Saved data entries:
---------------

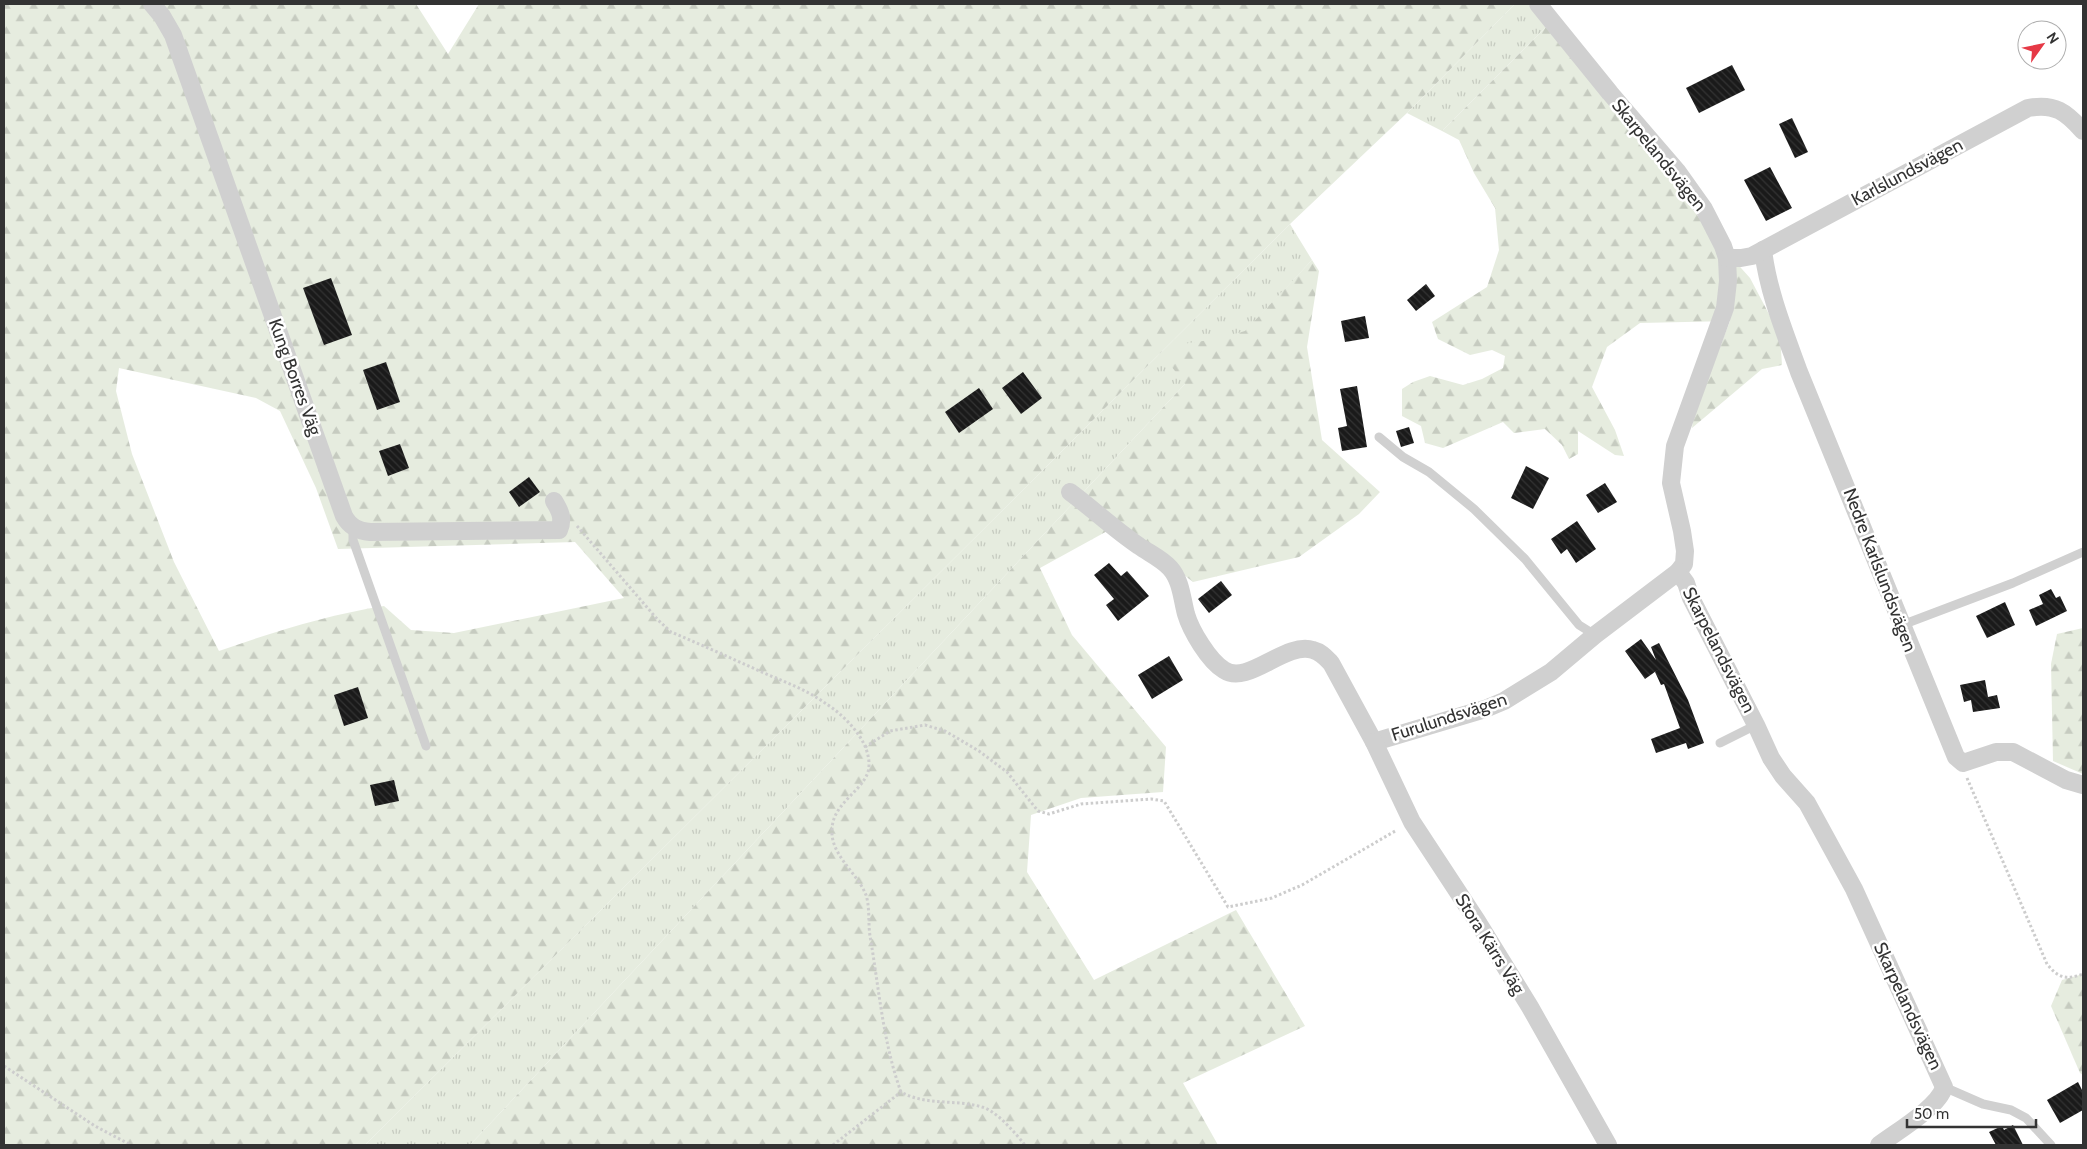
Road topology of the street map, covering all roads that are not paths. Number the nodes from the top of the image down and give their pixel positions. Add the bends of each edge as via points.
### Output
1 (152, 4) edge
2 (1538, 4) edge
3 (2083, 131) edge
4 (1763, 250) junction
5 (1728, 258) junction
6 (1379, 437) dead end
7 (1070, 492) dead end
8 (554, 501) dead end
9 (353, 527) junction
10 (2083, 552) edge
11 (1678, 572) junction
12 (1902, 625) junction
13 (1595, 635) junction
14 (1756, 725) junction
15 (1374, 742) junction
16 (1720, 743) dead end
17 (426, 746) dead end
18 (2083, 785) edge
19 (1944, 1088) junction
20 (1608, 1145) edge
21 (1879, 1145) edge
22 (2051, 1145) edge

1 - 9 street, Kung Borres Väg via 173,34 344,516
2 - 5 street, Skarpelandsvägen via 1677,172 1704,209
3 - 4 street, Karlslundsvägen via 2063,111 2038,106 2028,108
4 - 5 street, Karlslundsvägen via 1740,258
4 - 12 street, Nedre Karlslundsvägen via 1780,319
5 - 11 street, Skarpelandsvägen via 1725,308 1675,446 1671,483 1685,551 1684,564
6 - 13 lane via 1474,509 1525,559 1580,625
7 - 15 street, Furulundsvägen via 1170,568 1176,577 1193,632 1222,669 1230,674 1243,673 1294,650 1312,649 1332,663
8 - 9 street via 563,522 559,530 362,532
9 - 17 lane via 354,540
10 - 12 lane via 2013,583
11 - 13 street, Furulundsvägen
11 - 14 street, Skarpelandsvägen
12 - 18 street, Nedre Karlslundsvägen via 1956,758 1963,763 1996,752 2013,752 2066,780
13 - 15 street, Furulundsvägen via 1551,672 1504,701
14 - 16 lane
14 - 19 street, Skarpelandsvägen via 1771,758 1807,803 1854,889
15 - 20 street, Stora Kärrs Väg via 1412,822 1520,992
19 - 21 street, Skarpelandsvägen via 1934,1104
19 - 22 lane, Skarpelandsvägen via 1983,1104 2011,1110 2026,1118

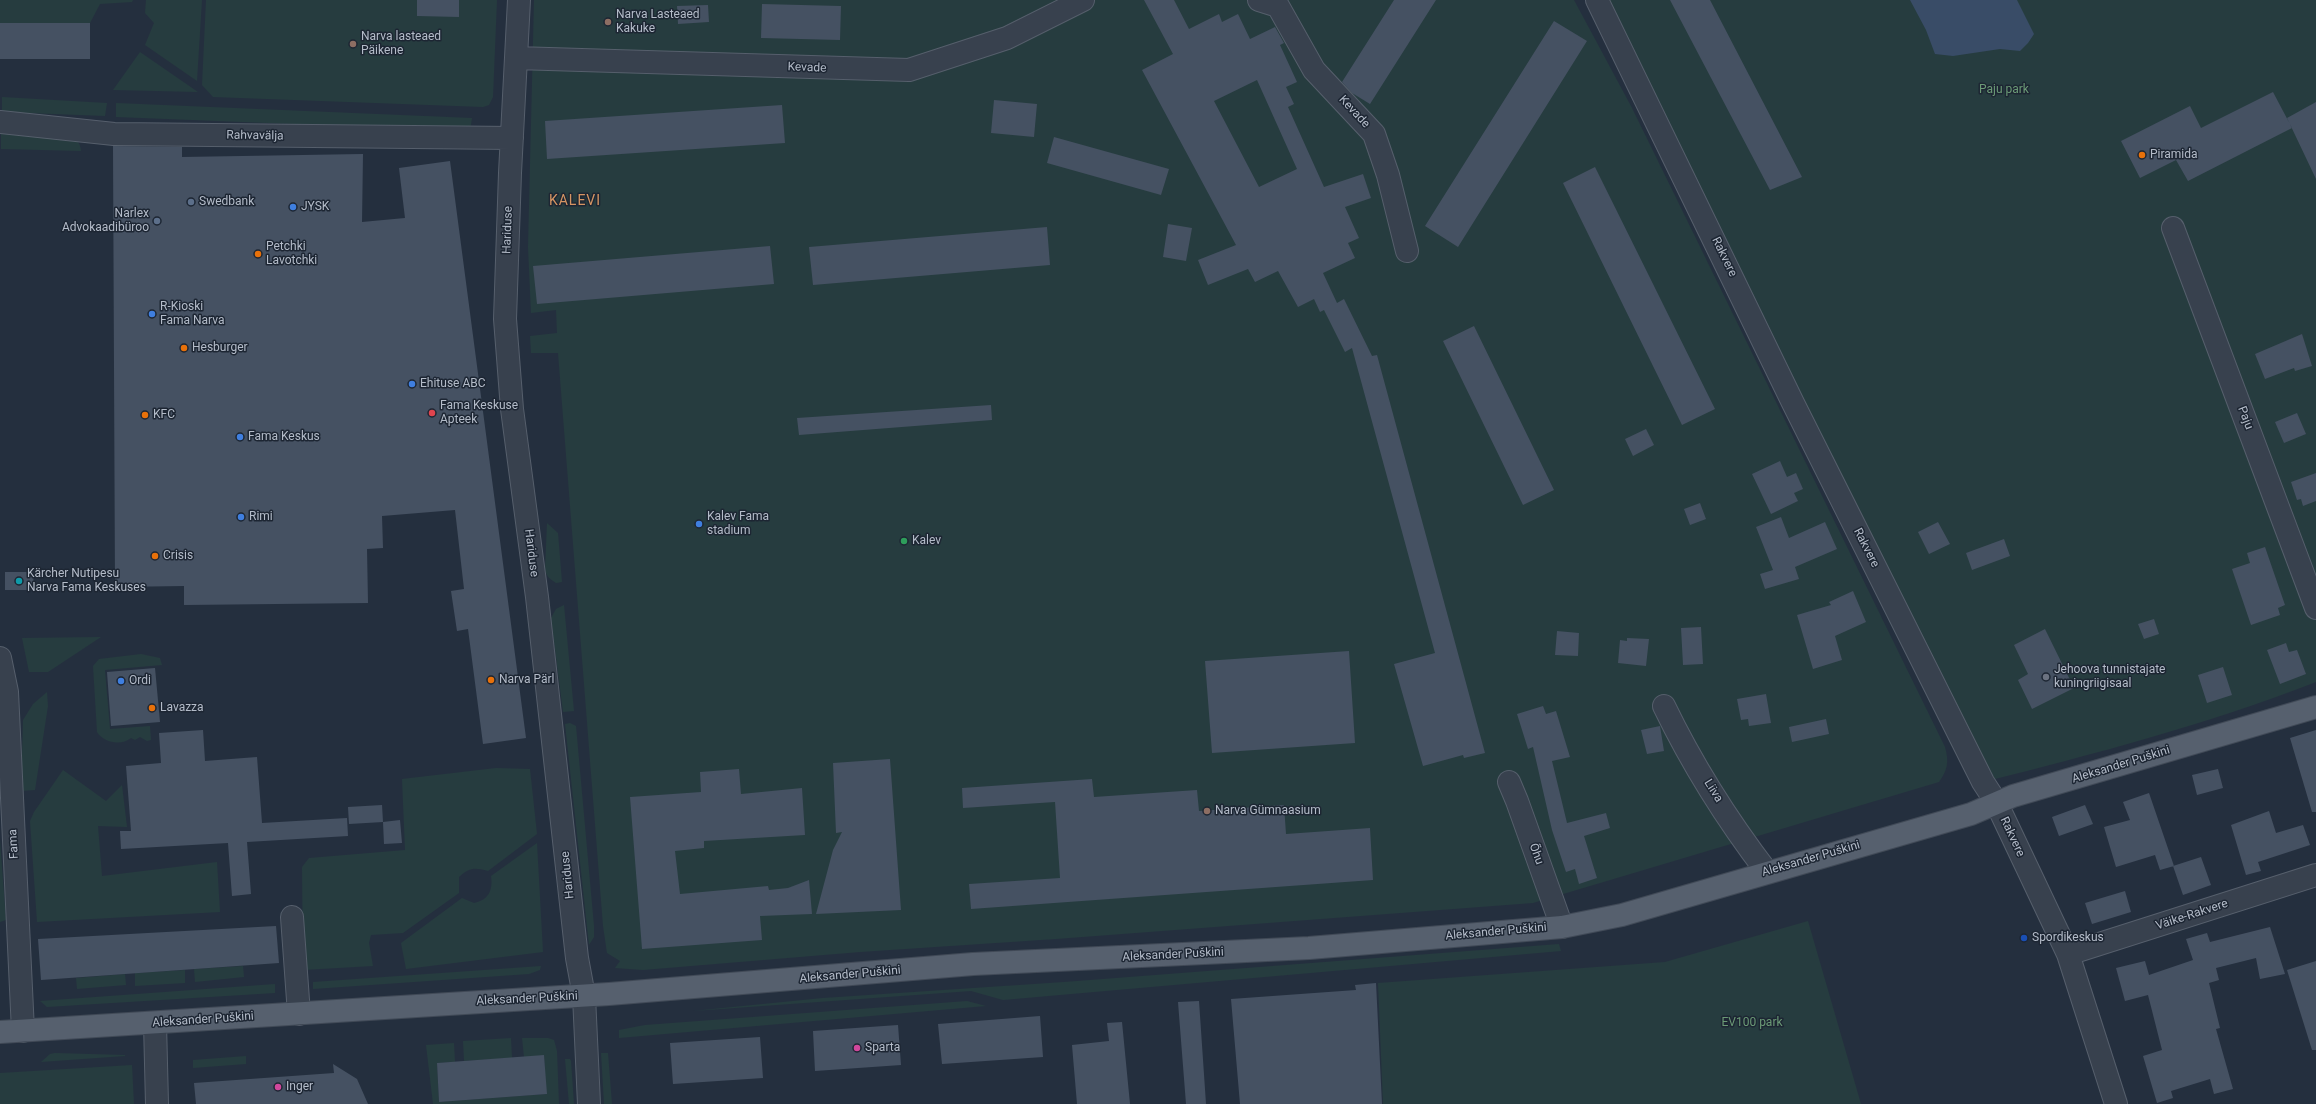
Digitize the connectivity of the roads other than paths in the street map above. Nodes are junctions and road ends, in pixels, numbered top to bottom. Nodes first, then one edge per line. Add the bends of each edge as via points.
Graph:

---------------

YOUR TASK
Reproduce the data word for word without its images.

COMPLETED TASK
Road topology of the street map, covering all roads that are not paths. Number the nodes from the top of the image down and give their pixel positions. Add the bends of each edge as via points.
### Output
1 (152, 4) edge
2 (1538, 4) edge
3 (2083, 131) edge
4 (1763, 250) junction
5 (1728, 258) junction
6 (1379, 437) dead end
7 (1070, 492) dead end
8 (554, 501) dead end
9 (353, 527) junction
10 (2083, 552) edge
11 (1678, 572) junction
12 (1902, 625) junction
13 (1595, 635) junction
14 (1756, 725) junction
15 (1374, 742) junction
16 (1720, 743) dead end
17 (426, 746) dead end
18 (2083, 785) edge
19 (1944, 1088) junction
20 (1608, 1145) edge
21 (1879, 1145) edge
22 (2051, 1145) edge

1 - 9 street, Kung Borres Väg via 173,34 344,516
2 - 5 street, Skarpelandsvägen via 1677,172 1704,209
3 - 4 street, Karlslundsvägen via 2063,111 2038,106 2028,108
4 - 5 street, Karlslundsvägen via 1740,258
4 - 12 street, Nedre Karlslundsvägen via 1780,319
5 - 11 street, Skarpelandsvägen via 1725,308 1675,446 1671,483 1685,551 1684,564
6 - 13 lane via 1474,509 1525,559 1580,625
7 - 15 street, Furulundsvägen via 1170,568 1176,577 1193,632 1222,669 1230,674 1243,673 1294,650 1312,649 1332,663
8 - 9 street via 563,522 559,530 362,532
9 - 17 lane via 354,540
10 - 12 lane via 2013,583
11 - 13 street, Furulundsvägen
11 - 14 street, Skarpelandsvägen
12 - 18 street, Nedre Karlslundsvägen via 1956,758 1963,763 1996,752 2013,752 2066,780
13 - 15 street, Furulundsvägen via 1551,672 1504,701
14 - 16 lane
14 - 19 street, Skarpelandsvägen via 1771,758 1807,803 1854,889
15 - 20 street, Stora Kärrs Väg via 1412,822 1520,992
19 - 21 street, Skarpelandsvägen via 1934,1104
19 - 22 lane, Skarpelandsvägen via 1983,1104 2011,1110 2026,1118

Digitize the connectivity of the roads other than paths in the street map above. Nodes are junctions and road ends, in pixels, numbered top to bottom. Nodes first, then one edge per line. Add the bends of each edge as via points.
Graph:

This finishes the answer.